Task objective ▸
Reproduce the records. Keep every word exact and include no images.

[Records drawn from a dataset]
Segment Open

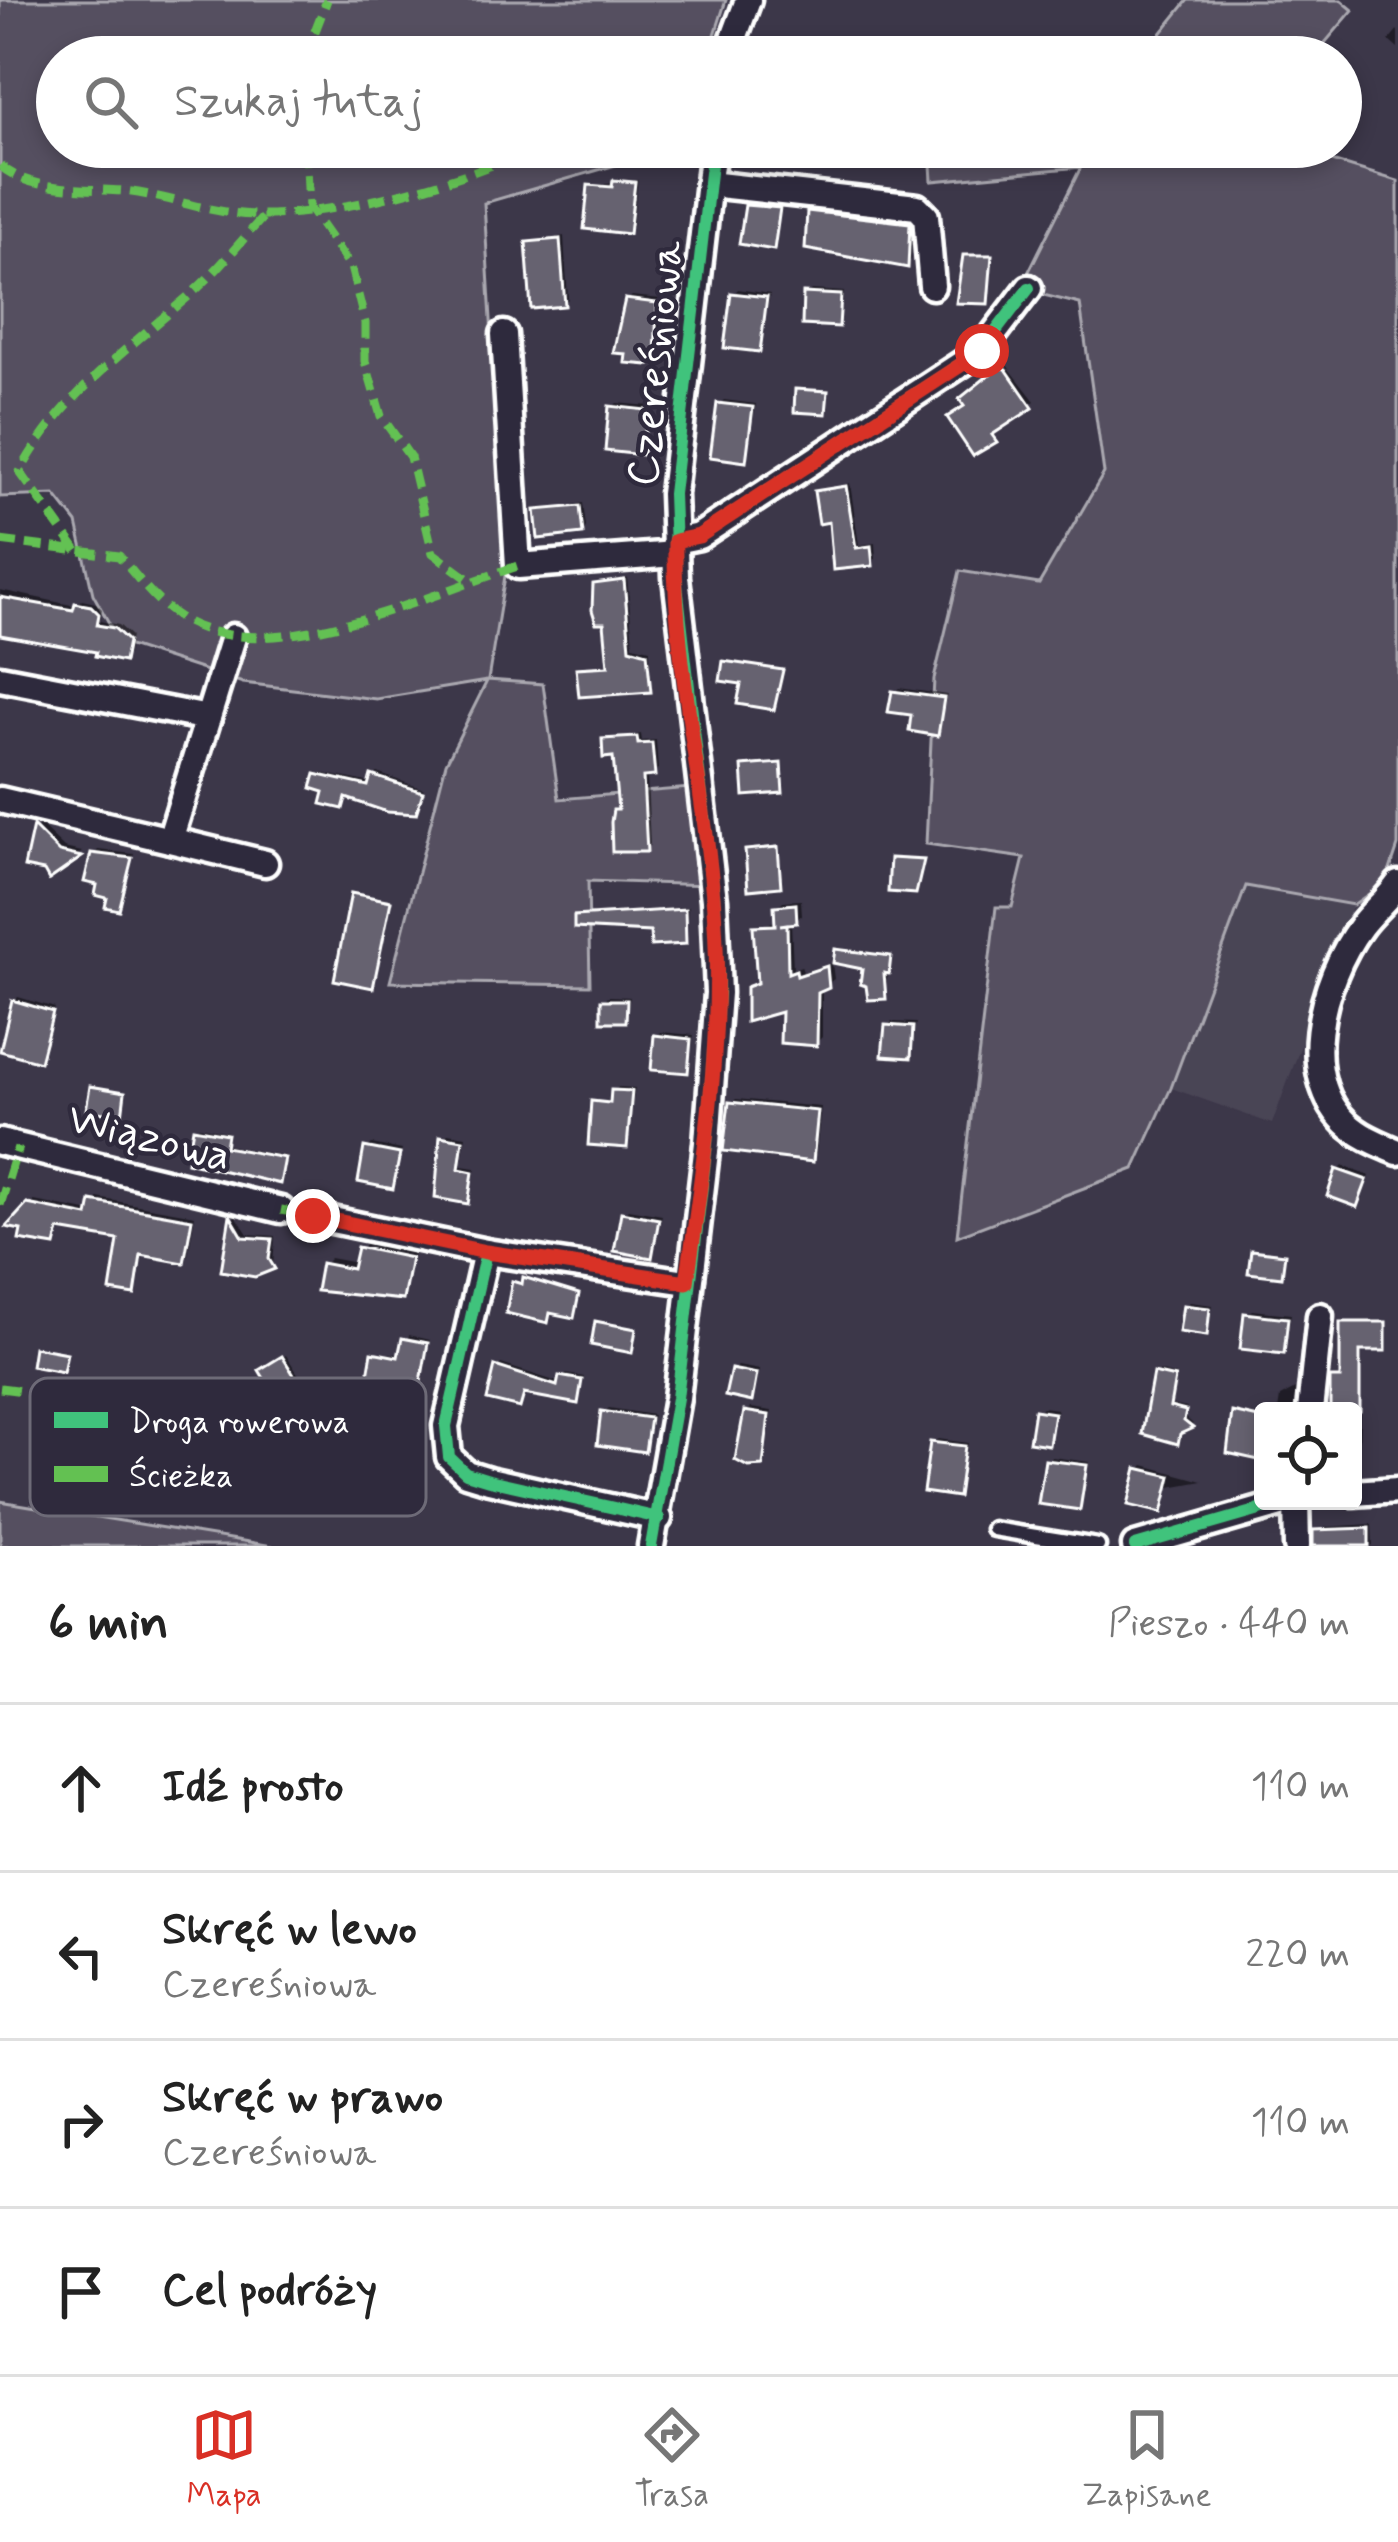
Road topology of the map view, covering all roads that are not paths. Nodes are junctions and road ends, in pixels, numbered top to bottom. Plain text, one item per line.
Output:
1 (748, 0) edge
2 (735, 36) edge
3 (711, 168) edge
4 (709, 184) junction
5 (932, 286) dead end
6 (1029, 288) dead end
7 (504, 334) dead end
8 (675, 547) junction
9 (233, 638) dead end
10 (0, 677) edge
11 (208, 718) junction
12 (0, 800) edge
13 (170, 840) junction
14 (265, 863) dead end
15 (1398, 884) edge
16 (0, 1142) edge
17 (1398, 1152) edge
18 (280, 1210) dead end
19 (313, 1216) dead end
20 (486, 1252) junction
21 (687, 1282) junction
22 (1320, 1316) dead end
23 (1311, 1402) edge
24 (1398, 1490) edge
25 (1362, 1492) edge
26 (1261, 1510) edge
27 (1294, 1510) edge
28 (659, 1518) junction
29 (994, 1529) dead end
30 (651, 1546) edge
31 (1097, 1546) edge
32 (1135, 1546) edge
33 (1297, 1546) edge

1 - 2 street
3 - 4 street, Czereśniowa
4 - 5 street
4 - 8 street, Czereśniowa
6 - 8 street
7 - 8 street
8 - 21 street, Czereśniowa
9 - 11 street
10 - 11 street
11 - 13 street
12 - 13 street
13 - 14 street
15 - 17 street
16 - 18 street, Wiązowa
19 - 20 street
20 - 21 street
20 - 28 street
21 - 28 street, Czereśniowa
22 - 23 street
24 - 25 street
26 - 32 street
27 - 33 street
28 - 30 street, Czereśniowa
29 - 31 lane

Segment Closed

Problem solution ▸
Road topology of the map view, covering all roads that are not paths. Nodes are junctions and road ends, in pixels, numbered top to bottom. Plain text, one item per line.
Output:
1 (748, 0) edge
2 (735, 36) edge
3 (711, 168) edge
4 (709, 184) junction
5 (932, 286) dead end
6 (1029, 288) dead end
7 (504, 334) dead end
8 (675, 547) junction
9 (233, 638) dead end
10 (0, 677) edge
11 (208, 718) junction
12 (0, 800) edge
13 (170, 840) junction
14 (265, 863) dead end
15 (1398, 884) edge
16 (0, 1142) edge
17 (1398, 1152) edge
18 (280, 1210) dead end
19 (313, 1216) dead end
20 (486, 1252) junction
21 (687, 1282) junction
22 (1320, 1316) dead end
23 (1311, 1402) edge
24 (1398, 1490) edge
25 (1362, 1492) edge
26 (1261, 1510) edge
27 (1294, 1510) edge
28 (659, 1518) junction
29 (994, 1529) dead end
30 (651, 1546) edge
31 (1097, 1546) edge
32 (1135, 1546) edge
33 (1297, 1546) edge

1 - 2 street
3 - 4 street, Czereśniowa
4 - 5 street
4 - 8 street, Czereśniowa
6 - 8 street
7 - 8 street
8 - 21 street, Czereśniowa
9 - 11 street
10 - 11 street
11 - 13 street
12 - 13 street
13 - 14 street
15 - 17 street
16 - 18 street, Wiązowa
19 - 20 street
20 - 21 street
20 - 28 street
21 - 28 street, Czereśniowa
22 - 23 street
24 - 25 street
26 - 32 street
27 - 33 street
28 - 30 street, Czereśniowa
29 - 31 lane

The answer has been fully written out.